(Saved entries)
++++++++++

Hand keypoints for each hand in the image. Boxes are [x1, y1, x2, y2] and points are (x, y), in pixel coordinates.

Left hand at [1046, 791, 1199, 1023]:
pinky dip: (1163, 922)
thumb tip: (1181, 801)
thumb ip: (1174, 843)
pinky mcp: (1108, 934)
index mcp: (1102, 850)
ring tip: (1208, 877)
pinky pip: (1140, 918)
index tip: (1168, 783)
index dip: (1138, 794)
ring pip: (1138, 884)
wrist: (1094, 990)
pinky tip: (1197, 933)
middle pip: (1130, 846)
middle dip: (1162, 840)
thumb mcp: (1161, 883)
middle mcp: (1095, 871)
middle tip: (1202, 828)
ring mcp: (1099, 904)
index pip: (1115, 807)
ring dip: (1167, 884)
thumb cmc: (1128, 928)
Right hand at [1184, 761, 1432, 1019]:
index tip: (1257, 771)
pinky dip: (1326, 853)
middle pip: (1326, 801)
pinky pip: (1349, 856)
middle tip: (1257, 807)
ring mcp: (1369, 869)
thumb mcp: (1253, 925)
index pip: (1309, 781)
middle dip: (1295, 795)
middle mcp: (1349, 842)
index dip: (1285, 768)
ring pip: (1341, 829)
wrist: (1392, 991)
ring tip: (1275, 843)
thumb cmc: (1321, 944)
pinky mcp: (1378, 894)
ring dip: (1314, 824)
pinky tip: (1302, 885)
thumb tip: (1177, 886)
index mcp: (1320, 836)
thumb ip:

++++++++++

• PROBLEM:
Exactly as written, copy out all the entries above.

• SOLUTION:
Hand keypoints for each hand in the image. Boxes are [x1, y1, x2, y2] and points are (x, y), in pixel coordinates.

Left hand at [1046, 791, 1199, 1023]:
pinky dip: (1163, 922)
thumb tip: (1181, 801)
thumb ip: (1174, 843)
pinky mcp: (1108, 934)
index mcp: (1102, 850)
ring tip: (1208, 877)
pinky pip: (1140, 918)
index tip: (1168, 783)
index dip: (1138, 794)
ring pip: (1138, 884)
wrist: (1094, 990)
pinky tip: (1197, 933)
middle pip: (1130, 846)
middle dip: (1162, 840)
thumb mcp: (1161, 883)
middle mcp: (1095, 871)
middle tip: (1202, 828)
ring mcp: (1099, 904)
index pip: (1115, 807)
ring dip: (1167, 884)
thumb cmc: (1128, 928)
Right hand at [1184, 761, 1432, 1019]:
index tip: (1257, 771)
pinky dip: (1326, 853)
middle pip: (1326, 801)
pinky pip: (1349, 856)
middle tip: (1257, 807)
ring mcp: (1369, 869)
thumb mcp: (1253, 925)
index pip: (1309, 781)
middle dip: (1295, 795)
middle mcp: (1349, 842)
index dip: (1285, 768)
ring pip: (1341, 829)
wrist: (1392, 991)
ring tip: (1275, 843)
thumb cmc: (1321, 944)
pinky mcp: (1378, 894)
ring dip: (1314, 824)
pinky tip: (1302, 885)
thumb tip: (1177, 886)
index mcp: (1320, 836)
thumb ip:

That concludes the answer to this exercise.